Mit 22 Schuldirektor in Golzow
41 Jahre war Rudi Ramm im Schuldienst. Als er 1951 in seiner Heimatschule in Neukirchen/Erzgebirge als Lehrer eingesetzt wurde, rollte sein Vater mit den Augen. Er, ein Maschinenbau-Spezialist, hatte für seine sechs Söhne eine technische Ausbildung im Sinn. Doch Rudi Ramm wollte Lehrer werden. Noch als Lehramtsbewerber wurde er befragt, ob er auch in Notstandsgebieten der DDR-Volksbildung unterrichten würde. Gemeint war das Oderbruch. Rudi Ramm landete in Golzow und wurde dort mit 22 Jahren Schuldirektor. Sechs Jahre später erhielt er den Titel "Verdienter Lehrer des Volkes". "Schule als Lebensort, als Teil von Dorfgemeinschaft und natürlich als Teil und Träger sozialistischer Umgestaltung auf dem Lande war für ihn nie nur theoretische Erkenntnis und Maxime, sondern hauptsächlich Aufgabe für eigenes Handeln und sowohl Anspruch an hohe Aufmerksamkeit wie Empfindsamkeit für die Situation seiner Mitmenschen als auch Herausforderung an seine Überzeugungskraft, sie für diesen Prozess der Umgestaltung zu gewinnen", heißt es in einem Nachruf der Linken, unterzeichnet von OB René Wilke und Axel Henschke als ehemaliger Kreisvorsitzender. Und weiter: "Rudolf Ramm war weder Held noch Widerständler. Wie alle Menschen war er nicht frei von Irrtümern und Fehlleistungen. Für die Frankfurter Linke ist die Würdigung der Lebensleistung von Rudi zugleich Prüfstein für ihr eigenes Wirken im Spannungsfeld von Wollen und Können. Und sie fordert erneut von uns ein kritisch konstruktives Verhältnis zu unserer Parteigeschichte, vor allem aber zu unserer Haltung den Menschen gegenüber, die wir zu gewinnen und vertreten suchen. Welchen Anpassungsdrücken waren engagierte Menschen wie Rudi durch ihre eigene Partei ausgesetzt? Wie allein mag er sich manchmal in den Wende-Stürmen gefühlt haben, als die noch junge PDS weder die genügende Kraft noch die ausreichende Kompetenz hatte, ihm fachlich und politisch zur Seite zu stehen."

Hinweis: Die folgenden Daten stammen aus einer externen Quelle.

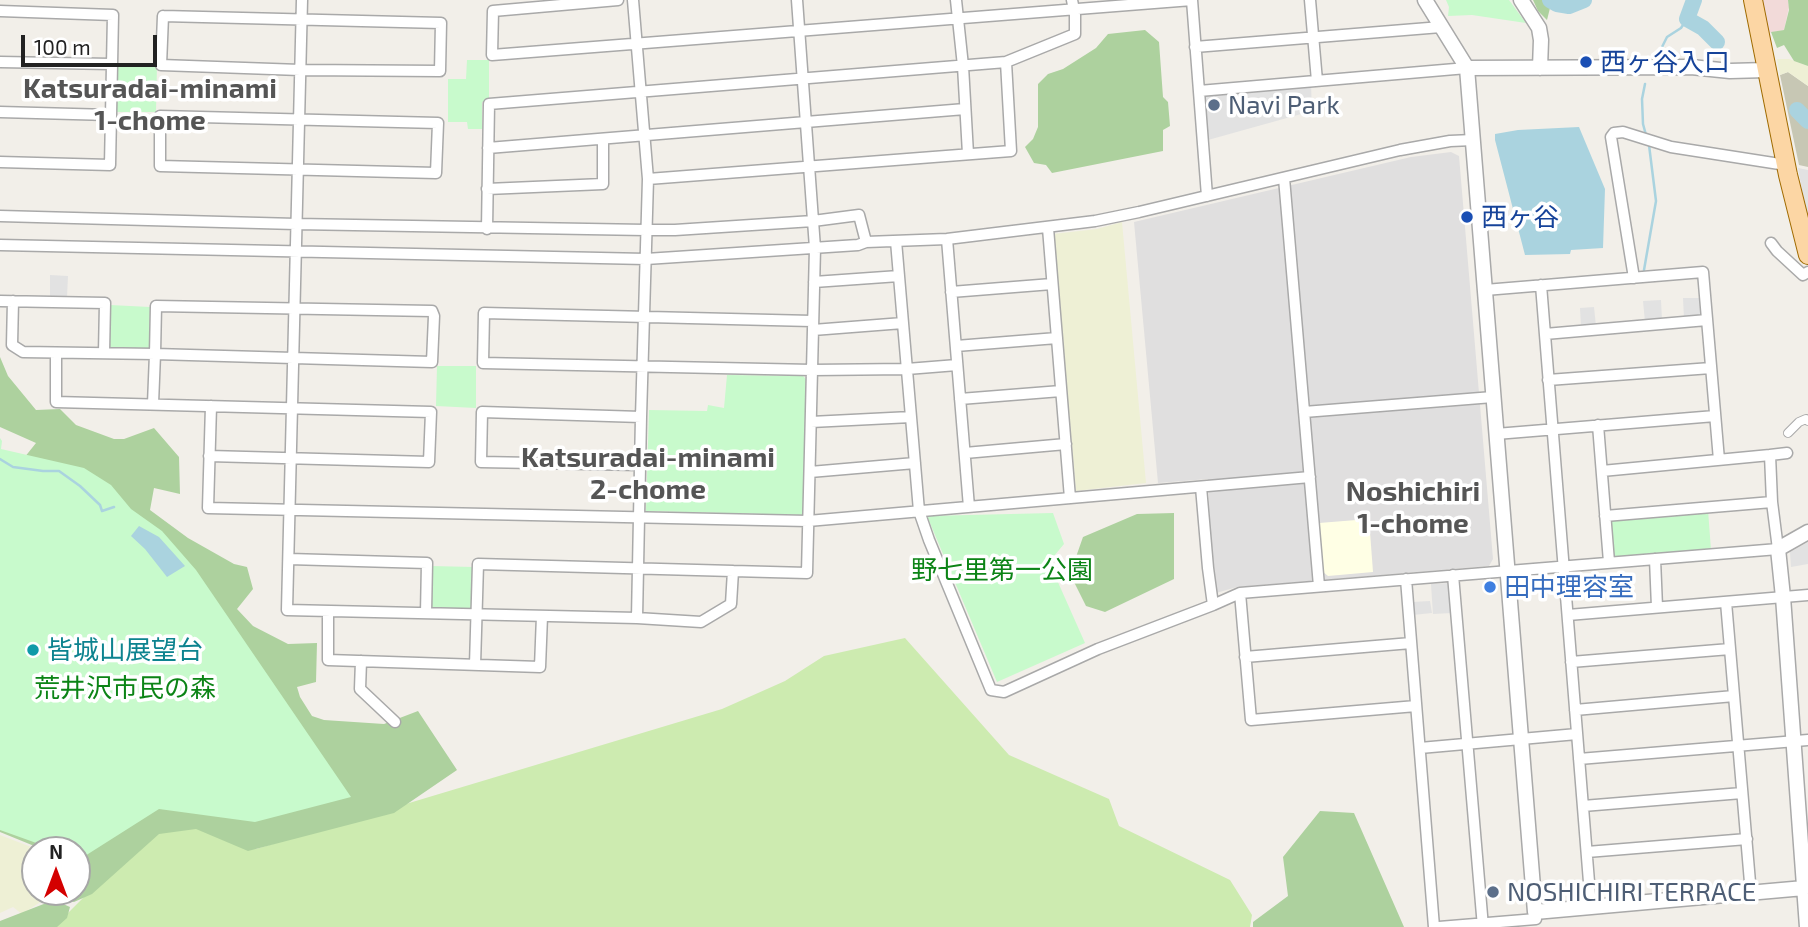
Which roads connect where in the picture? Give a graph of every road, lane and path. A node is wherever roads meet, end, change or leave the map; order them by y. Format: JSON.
{"nodes":[{"id":1,"x":302,"y":0,"type":"edge"},
{"id":2,"x":618,"y":0,"type":"edge"},
{"id":3,"x":633,"y":0,"type":"edge"},
{"id":4,"x":797,"y":0,"type":"edge"},
{"id":5,"x":956,"y":0,"type":"edge"},
{"id":6,"x":1192,"y":0,"type":"edge"},
{"id":7,"x":1310,"y":0,"type":"edge"},
{"id":8,"x":1425,"y":0,"type":"edge"},
{"id":9,"x":1521,"y":0,"type":"edge"},
{"id":10,"x":1754,"y":0,"type":"edge"},
{"id":11,"x":1072,"y":5,"type":"edge"},
{"id":12,"x":0,"y":11,"type":"edge"},
{"id":13,"x":301,"y":19,"type":"junction"},
{"id":14,"x":957,"y":19,"type":"junction"},
{"id":15,"x":1441,"y":27,"type":"junction"},
{"id":16,"x":799,"y":31,"type":"junction"},
{"id":17,"x":1313,"y":38,"type":"junction"},
{"id":18,"x":636,"y":44,"type":"junction"},
{"id":19,"x":1195,"y":47,"type":"junction"},
{"id":20,"x":0,"y":62,"type":"edge"},
{"id":21,"x":1006,"y":62,"type":"junction"},
{"id":22,"x":111,"y":64,"type":"junction"},
{"id":23,"x":963,"y":66,"type":"junction"},
{"id":24,"x":1467,"y":68,"type":"junction"},
{"id":25,"x":1540,"y":68,"type":"junction"},
{"id":26,"x":300,"y":70,"type":"junction"},
{"id":27,"x":1767,"y":70,"type":"junction"},
{"id":28,"x":803,"y":78,"type":"junction"},
{"id":29,"x":1317,"y":81,"type":"junction"},
{"id":30,"x":640,"y":91,"type":"junction"},
{"id":31,"x":1199,"y":91,"type":"junction"},
{"id":32,"x":965,"y":109,"type":"junction"},
{"id":33,"x":0,"y":112,"type":"edge"},
{"id":34,"x":110,"y":115,"type":"junction"},
{"id":35,"x":299,"y":119,"type":"junction"},
{"id":36,"x":806,"y":122,"type":"junction"},
{"id":37,"x":644,"y":135,"type":"junction"},
{"id":38,"x":603,"y":139,"type":"junction"},
{"id":39,"x":1473,"y":140,"type":"junction"},
{"id":40,"x":488,"y":148,"type":"junction"},
{"id":41,"x":968,"y":154,"type":"junction"},
{"id":42,"x":0,"y":162,"type":"edge"},
{"id":43,"x":1786,"y":164,"type":"junction"},
{"id":44,"x":810,"y":167,"type":"junction"},
{"id":45,"x":298,"y":169,"type":"junction"},
{"id":46,"x":1284,"y":178,"type":"junction"},
{"id":47,"x":648,"y":179,"type":"junction"},
{"id":48,"x":487,"y":189,"type":"junction"},
{"id":49,"x":1207,"y":196,"type":"junction"},
{"id":50,"x":0,"y":216,"type":"edge"},
{"id":51,"x":813,"y":221,"type":"junction"},
{"id":52,"x":296,"y":225,"type":"junction"},
{"id":53,"x":1048,"y":228,"type":"junction"},
{"id":54,"x":486,"y":229,"type":"junction"},
{"id":55,"x":646,"y":230,"type":"junction"},
{"id":56,"x":947,"y":239,"type":"junction"},
{"id":57,"x":866,"y":242,"type":"junction"},
{"id":58,"x":896,"y":242,"type":"junction"},
{"id":59,"x":1771,"y":243,"type":"dead end"},
{"id":60,"x":0,"y":245,"type":"edge"},
{"id":61,"x":815,"y":248,"type":"junction"},
{"id":62,"x":295,"y":253,"type":"junction"},
{"id":63,"x":1808,"y":255,"type":"edge"},
{"id":64,"x":646,"y":259,"type":"junction"},
{"id":65,"x":1808,"y":272,"type":"edge"},
{"id":66,"x":899,"y":276,"type":"junction"},
{"id":67,"x":1634,"y":278,"type":"junction"},
{"id":68,"x":814,"y":282,"type":"junction"},
{"id":69,"x":1052,"y":284,"type":"junction"},
{"id":70,"x":1541,"y":285,"type":"junction"},
{"id":71,"x":1485,"y":290,"type":"junction"},
{"id":72,"x":951,"y":292,"type":"junction"},
{"id":73,"x":0,"y":300,"type":"edge"},
{"id":74,"x":13,"y":301,"type":"junction"},
{"id":75,"x":294,"y":308,"type":"junction"},
{"id":76,"x":643,"y":317,"type":"junction"},
{"id":77,"x":1707,"y":320,"type":"junction"},
{"id":78,"x":903,"y":323,"type":"junction"},
{"id":79,"x":813,"y":325,"type":"junction"},
{"id":80,"x":1545,"y":334,"type":"junction"},
{"id":81,"x":1057,"y":338,"type":"junction"},
{"id":82,"x":956,"y":346,"type":"junction"},
{"id":83,"x":56,"y":353,"type":"junction"},
{"id":84,"x":104,"y":353,"type":"junction"},
{"id":85,"x":155,"y":354,"type":"junction"},
{"id":86,"x":293,"y":358,"type":"junction"},
{"id":87,"x":957,"y":365,"type":"junction"},
{"id":88,"x":643,"y":367,"type":"junction"},
{"id":89,"x":1711,"y":368,"type":"junction"},
{"id":90,"x":907,"y":369,"type":"junction"},
{"id":91,"x":812,"y":370,"type":"junction"},
{"id":92,"x":1548,"y":380,"type":"junction"},
{"id":93,"x":1061,"y":391,"type":"junction"},
{"id":94,"x":1493,"y":397,"type":"junction"},
{"id":95,"x":960,"y":399,"type":"junction"},
{"id":96,"x":153,"y":404,"type":"junction"},
{"id":97,"x":211,"y":406,"type":"junction"},
{"id":98,"x":292,"y":408,"type":"junction"},
{"id":99,"x":1304,"y":412,"type":"junction"},
{"id":100,"x":911,"y":416,"type":"junction"},
{"id":101,"x":1715,"y":416,"type":"junction"},
{"id":102,"x":640,"y":417,"type":"junction"},
{"id":103,"x":1808,"y":421,"type":"edge"},
{"id":104,"x":811,"y":422,"type":"junction"},
{"id":105,"x":1598,"y":425,"type":"junction"},
{"id":106,"x":1552,"y":429,"type":"junction"},
{"id":107,"x":1496,"y":433,"type":"junction"},
{"id":108,"x":1788,"y":433,"type":"dead end"},
{"id":109,"x":1066,"y":444,"type":"junction"},
{"id":110,"x":965,"y":453,"type":"junction"},
{"id":111,"x":1787,"y":453,"type":"dead end"},
{"id":112,"x":1770,"y":455,"type":"junction"},
{"id":113,"x":209,"y":456,"type":"junction"},
{"id":114,"x":291,"y":457,"type":"junction"},
{"id":115,"x":1719,"y":460,"type":"junction"},
{"id":116,"x":915,"y":463,"type":"junction"},
{"id":117,"x":640,"y":466,"type":"junction"},
{"id":118,"x":1602,"y":471,"type":"junction"},
{"id":119,"x":810,"y":472,"type":"junction"},
{"id":120,"x":1310,"y":477,"type":"junction"},
{"id":121,"x":1201,"y":486,"type":"junction"},
{"id":122,"x":1070,"y":498,"type":"junction"},
{"id":123,"x":1772,"y":502,"type":"junction"},
{"id":124,"x":969,"y":507,"type":"junction"},
{"id":125,"x":290,"y":510,"type":"junction"},
{"id":126,"x":919,"y":511,"type":"junction"},
{"id":127,"x":1605,"y":516,"type":"junction"},
{"id":128,"x":639,"y":518,"type":"junction"},
{"id":129,"x":808,"y":521,"type":"junction"},
{"id":130,"x":1808,"y":532,"type":"edge"},
{"id":131,"x":1778,"y":548,"type":"junction"},
{"id":132,"x":289,"y":559,"type":"junction"},
{"id":133,"x":1656,"y":559,"type":"junction"},
{"id":134,"x":1609,"y":562,"type":"junction"},
{"id":135,"x":1564,"y":566,"type":"junction"},
{"id":136,"x":638,"y":568,"type":"junction"},
{"id":137,"x":733,"y":571,"type":"junction"},
{"id":138,"x":1507,"y":571,"type":"junction"},
{"id":139,"x":1453,"y":575,"type":"junction"},
{"id":140,"x":1406,"y":579,"type":"junction"},
{"id":141,"x":1319,"y":586,"type":"junction"},
{"id":142,"x":1240,"y":593,"type":"junction"},
{"id":143,"x":1808,"y":595,"type":"edge"},
{"id":144,"x":1783,"y":597,"type":"junction"},
{"id":145,"x":1726,"y":602,"type":"junction"},
{"id":146,"x":1213,"y":605,"type":"junction"},
{"id":147,"x":1657,"y":607,"type":"junction"},
{"id":148,"x":328,"y":611,"type":"junction"},
{"id":149,"x":426,"y":613,"type":"junction"},
{"id":150,"x":475,"y":614,"type":"junction"},
{"id":151,"x":1567,"y":615,"type":"junction"},
{"id":152,"x":542,"y":616,"type":"junction"},
{"id":153,"x":637,"y":618,"type":"junction"},
{"id":154,"x":1411,"y":643,"type":"junction"},
{"id":155,"x":1730,"y":649,"type":"junction"},
{"id":156,"x":1245,"y":657,"type":"junction"},
{"id":157,"x":361,"y":661,"type":"junction"},
{"id":158,"x":1571,"y":662,"type":"junction"},
{"id":159,"x":475,"y":665,"type":"junction"},
{"id":160,"x":1734,"y":696,"type":"junction"},
{"id":161,"x":1416,"y":705,"type":"junction"},
{"id":162,"x":1575,"y":710,"type":"junction"},
{"id":163,"x":395,"y":722,"type":"dead end"},
{"id":164,"x":1577,"y":734,"type":"junction"},
{"id":165,"x":1522,"y":739,"type":"junction"},
{"id":166,"x":1801,"y":741,"type":"edge"},
{"id":167,"x":1467,"y":744,"type":"junction"},
{"id":168,"x":1738,"y":746,"type":"junction"},
{"id":169,"x":1420,"y":748,"type":"junction"},
{"id":170,"x":1579,"y":759,"type":"junction"},
{"id":171,"x":1742,"y":793,"type":"junction"},
{"id":172,"x":1583,"y":806,"type":"junction"},
{"id":173,"x":1746,"y":839,"type":"junction"},
{"id":174,"x":1587,"y":852,"type":"junction"},
{"id":175,"x":1805,"y":892,"type":"edge"},
{"id":176,"x":1751,"y":894,"type":"junction"},
{"id":177,"x":1591,"y":907,"type":"junction"},
{"id":178,"x":1536,"y":919,"type":"edge"},
{"id":179,"x":1483,"y":925,"type":"edge"},
{"id":180,"x":1436,"y":927,"type":"edge"},
{"id":181,"x":1807,"y":927,"type":"edge"}],
"edges":[{"from":1,"to":13,"type":"street"},
{"from":2,"to":18,"type":"street"},
{"from":3,"to":18,"type":"street"},
{"from":4,"to":16,"type":"street"},
{"from":5,"to":14,"type":"street"},
{"from":6,"to":11,"type":"street"},
{"from":6,"to":19,"type":"street"},
{"from":7,"to":17,"type":"street"},
{"from":8,"to":15,"type":"street"},
{"from":9,"to":25,"type":"street"},
{"from":10,"to":27,"type":"main road"},
{"from":11,"to":14,"type":"street"},
{"from":11,"to":21,"type":"street"},
{"from":12,"to":22,"type":"street"},
{"from":13,"to":26,"type":"street"},
{"from":13,"to":26,"type":"street"},
{"from":13,"to":26,"type":"street"},
{"from":14,"to":16,"type":"street"},
{"from":14,"to":23,"type":"street"},
{"from":15,"to":17,"type":"street"},
{"from":15,"to":24,"type":"street"},
{"from":16,"to":18,"type":"street"},
{"from":16,"to":28,"type":"street"},
{"from":17,"to":19,"type":"street"},
{"from":17,"to":29,"type":"street"},
{"from":18,"to":30,"type":"street"},
{"from":19,"to":31,"type":"street"},
{"from":20,"to":22,"type":"street"},
{"from":21,"to":23,"type":"street"},
{"from":21,"to":41,"type":"street"},
{"from":22,"to":34,"type":"street"},
{"from":23,"to":28,"type":"street"},
{"from":23,"to":32,"type":"street"},
{"from":24,"to":25,"type":"street"},
{"from":24,"to":29,"type":"street"},
{"from":24,"to":39,"type":"street"},
{"from":25,"to":27,"type":"street"},
{"from":26,"to":35,"type":"street"},
{"from":27,"to":43,"type":"main road"},
{"from":28,"to":30,"type":"street"},
{"from":28,"to":36,"type":"street"},
{"from":29,"to":31,"type":"street"},
{"from":30,"to":37,"type":"street"},
{"from":30,"to":40,"type":"street"},
{"from":31,"to":49,"type":"street"},
{"from":32,"to":36,"type":"street"},
{"from":32,"to":41,"type":"street"},
{"from":33,"to":34,"type":"street"},
{"from":34,"to":42,"type":"street"},
{"from":35,"to":45,"type":"street"},
{"from":35,"to":45,"type":"street"},
{"from":35,"to":45,"type":"street"},
{"from":36,"to":37,"type":"street"},
{"from":36,"to":44,"type":"street"},
{"from":37,"to":38,"type":"street"},
{"from":37,"to":47,"type":"street"},
{"from":38,"to":40,"type":"street"},
{"from":38,"to":48,"type":"street"},
{"from":39,"to":46,"type":"street"},
{"from":39,"to":71,"type":"street"},
{"from":40,"to":48,"type":"street"},
{"from":41,"to":44,"type":"street"},
{"from":43,"to":63,"type":"main road"},
{"from":43,"to":67,"type":"street"},
{"from":44,"to":47,"type":"street"},
{"from":44,"to":51,"type":"street"},
{"from":45,"to":52,"type":"street"},
{"from":46,"to":49,"type":"street"},
{"from":46,"to":99,"type":"street"},
{"from":47,"to":55,"type":"street"},
{"from":48,"to":54,"type":"street"},
{"from":49,"to":53,"type":"street"},
{"from":50,"to":52,"type":"street"},
{"from":51,"to":55,"type":"street"},
{"from":51,"to":57,"type":"street"},
{"from":51,"to":61,"type":"street"},
{"from":52,"to":54,"type":"street"},
{"from":52,"to":62,"type":"street"},
{"from":53,"to":56,"type":"street"},
{"from":53,"to":69,"type":"street"},
{"from":54,"to":55,"type":"street"},
{"from":55,"to":64,"type":"street"},
{"from":56,"to":58,"type":"street"},
{"from":56,"to":72,"type":"street"},
{"from":57,"to":58,"type":"street"},
{"from":57,"to":61,"type":"street"},
{"from":58,"to":66,"type":"street"},
{"from":59,"to":65,"type":"street"},
{"from":60,"to":62,"type":"street"},
{"from":61,"to":64,"type":"street"},
{"from":61,"to":68,"type":"street"},
{"from":62,"to":64,"type":"street"},
{"from":62,"to":75,"type":"street"},
{"from":64,"to":76,"type":"street"},
{"from":66,"to":68,"type":"street"},
{"from":66,"to":78,"type":"street"},
{"from":67,"to":70,"type":"street"},
{"from":67,"to":77,"type":"street"},
{"from":68,"to":79,"type":"street"},
{"from":69,"to":72,"type":"street"},
{"from":69,"to":81,"type":"street"},
{"from":70,"to":71,"type":"street"},
{"from":70,"to":80,"type":"street"},
{"from":71,"to":94,"type":"street"},
{"from":72,"to":82,"type":"street"},
{"from":73,"to":74,"type":"street"},
{"from":74,"to":83,"type":"street"},
{"from":74,"to":84,"type":"street"},
{"from":75,"to":85,"type":"street"},
{"from":75,"to":86,"type":"street"},
{"from":75,"to":86,"type":"street"},
{"from":76,"to":79,"type":"street"},
{"from":76,"to":88,"type":"street"},
{"from":76,"to":88,"type":"street"},
{"from":77,"to":80,"type":"street"},
{"from":77,"to":89,"type":"street"},
{"from":78,"to":79,"type":"street"},
{"from":78,"to":90,"type":"street"},
{"from":79,"to":91,"type":"street"},
{"from":80,"to":92,"type":"street"},
{"from":81,"to":82,"type":"street"},
{"from":81,"to":93,"type":"street"},
{"from":82,"to":87,"type":"street"},
{"from":83,"to":84,"type":"street"},
{"from":83,"to":96,"type":"street"},
{"from":84,"to":85,"type":"street"},
{"from":85,"to":86,"type":"street"},
{"from":85,"to":96,"type":"street"},
{"from":86,"to":98,"type":"street"},
{"from":87,"to":90,"type":"street"},
{"from":87,"to":95,"type":"street"},
{"from":88,"to":91,"type":"street"},
{"from":88,"to":102,"type":"street"},
{"from":89,"to":92,"type":"street"},
{"from":89,"to":101,"type":"street"},
{"from":90,"to":91,"type":"street"},
{"from":90,"to":100,"type":"street"},
{"from":91,"to":104,"type":"street"},
{"from":92,"to":106,"type":"street"},
{"from":93,"to":95,"type":"street"},
{"from":93,"to":109,"type":"street"},
{"from":94,"to":99,"type":"street"},
{"from":94,"to":107,"type":"street"},
{"from":95,"to":110,"type":"street"},
{"from":96,"to":97,"type":"street"},
{"from":97,"to":98,"type":"street"},
{"from":97,"to":113,"type":"street"},
{"from":98,"to":114,"type":"street"},
{"from":98,"to":114,"type":"street"},
{"from":99,"to":120,"type":"street"},
{"from":100,"to":104,"type":"street"},
{"from":100,"to":116,"type":"street"},
{"from":101,"to":105,"type":"street"},
{"from":101,"to":115,"type":"street"},
{"from":102,"to":117,"type":"street"},
{"from":102,"to":117,"type":"street"},
{"from":103,"to":108,"type":"street"},
{"from":104,"to":119,"type":"street"},
{"from":105,"to":106,"type":"street"},
{"from":105,"to":118,"type":"street"},
{"from":106,"to":107,"type":"street"},
{"from":106,"to":135,"type":"street"},
{"from":107,"to":138,"type":"street"},
{"from":109,"to":110,"type":"street"},
{"from":109,"to":122,"type":"street"},
{"from":110,"to":124,"type":"street"},
{"from":111,"to":112,"type":"street"},
{"from":112,"to":115,"type":"street"},
{"from":112,"to":123,"type":"street"},
{"from":113,"to":114,"type":"street"},
{"from":113,"to":125,"type":"street"},
{"from":114,"to":125,"type":"street"},
{"from":115,"to":118,"type":"street"},
{"from":116,"to":119,"type":"street"},
{"from":116,"to":126,"type":"street"},
{"from":117,"to":128,"type":"street"},
{"from":118,"to":127,"type":"street"},
{"from":119,"to":129,"type":"street"},
{"from":120,"to":121,"type":"street"},
{"from":120,"to":141,"type":"street"},
{"from":121,"to":122,"type":"street"},
{"from":121,"to":146,"type":"street"},
{"from":122,"to":124,"type":"street"},
{"from":123,"to":127,"type":"street"},
{"from":123,"to":131,"type":"street"},
{"from":124,"to":126,"type":"street"},
{"from":125,"to":128,"type":"street"},
{"from":125,"to":132,"type":"street"},
{"from":126,"to":129,"type":"street"},
{"from":126,"to":146,"type":"street"},
{"from":127,"to":134,"type":"street"},
{"from":128,"to":129,"type":"street"},
{"from":128,"to":136,"type":"street"},
{"from":129,"to":137,"type":"street"},
{"from":130,"to":131,"type":"street"},
{"from":131,"to":133,"type":"street"},
{"from":131,"to":144,"type":"street"},
{"from":132,"to":148,"type":"street"},
{"from":132,"to":149,"type":"street"},
{"from":133,"to":134,"type":"street"},
{"from":133,"to":147,"type":"street"},
{"from":134,"to":135,"type":"street"},
{"from":135,"to":138,"type":"street"},
{"from":135,"to":151,"type":"street"},
{"from":136,"to":137,"type":"street"},
{"from":136,"to":150,"type":"street"},
{"from":136,"to":153,"type":"street"},
{"from":137,"to":153,"type":"street"},
{"from":138,"to":139,"type":"street"},
{"from":138,"to":165,"type":"street"},
{"from":139,"to":140,"type":"street"},
{"from":139,"to":167,"type":"street"},
{"from":140,"to":141,"type":"street"},
{"from":140,"to":154,"type":"street"},
{"from":141,"to":142,"type":"street"},
{"from":142,"to":146,"type":"street"},
{"from":142,"to":156,"type":"street"},
{"from":143,"to":144,"type":"street"},
{"from":144,"to":145,"type":"street"},
{"from":144,"to":166,"type":"street"},
{"from":145,"to":147,"type":"street"},
{"from":145,"to":155,"type":"street"},
{"from":147,"to":151,"type":"street"},
{"from":148,"to":149,"type":"street"},
{"from":148,"to":157,"type":"street"},
{"from":149,"to":150,"type":"street"},
{"from":150,"to":152,"type":"street"},
{"from":150,"to":159,"type":"street"},
{"from":151,"to":158,"type":"street"},
{"from":152,"to":153,"type":"street"},
{"from":152,"to":159,"type":"street"},
{"from":154,"to":156,"type":"street"},
{"from":154,"to":161,"type":"street"},
{"from":155,"to":158,"type":"street"},
{"from":155,"to":160,"type":"street"},
{"from":156,"to":161,"type":"street"},
{"from":157,"to":159,"type":"street"},
{"from":157,"to":163,"type":"street"},
{"from":158,"to":162,"type":"street"},
{"from":160,"to":162,"type":"street"},
{"from":160,"to":168,"type":"street"},
{"from":161,"to":169,"type":"street"},
{"from":162,"to":164,"type":"street"},
{"from":164,"to":165,"type":"street"},
{"from":164,"to":170,"type":"street"},
{"from":165,"to":167,"type":"street"},
{"from":165,"to":178,"type":"street"},
{"from":166,"to":168,"type":"street"},
{"from":166,"to":175,"type":"street"},
{"from":167,"to":169,"type":"street"},
{"from":167,"to":179,"type":"street"},
{"from":168,"to":170,"type":"street"},
{"from":168,"to":171,"type":"street"},
{"from":169,"to":180,"type":"street"},
{"from":170,"to":172,"type":"street"},
{"from":171,"to":172,"type":"street"},
{"from":171,"to":173,"type":"street"},
{"from":172,"to":174,"type":"street"},
{"from":173,"to":174,"type":"street"},
{"from":173,"to":176,"type":"street"},
{"from":174,"to":177,"type":"street"},
{"from":175,"to":176,"type":"street"},
{"from":175,"to":181,"type":"street"},
{"from":176,"to":177,"type":"street"},
{"from":177,"to":178,"type":"street"},
{"from":178,"to":179,"type":"street"},
{"from":179,"to":180,"type":"street"}]}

Der gebürtige Hohenstein-Ernstthaler begleitete als Pensionär junge Leute im Strafvollzug. Ramm war auch dort für die Jugendlichen stets ein zuverlässiger Gesprächspartner. Er setzte sich mit rechtsextremistischen Jugendlichen auseinander und wagte sich so an ein Thema, das viele Menschen scheuen. Er vermittelte den Jugendlichen, auf Gewalt zu verzichten. Und es gelang ihm, so viel Vertrauen zu schaffen, dass er auch Ausgänge mit Gefangenen durchführen konnte. Schönstes Lob bekam Rudi Ramm zu einem seiner Geburtstage von Stefan, einem ehemaligen Gefangenen: "Dass ich jetzt, nach meiner Haftzeit, straffrei leben kann, daran haben Sie, Herr Ramm, großen Anteil."
Am Donnerstag sind alle interessierten Menschen, die Rudolf Ramm ehren wollen, um 10 Uhr zu einer Gedenkveranstaltung in der Frankfurter Sportschule eingeladen.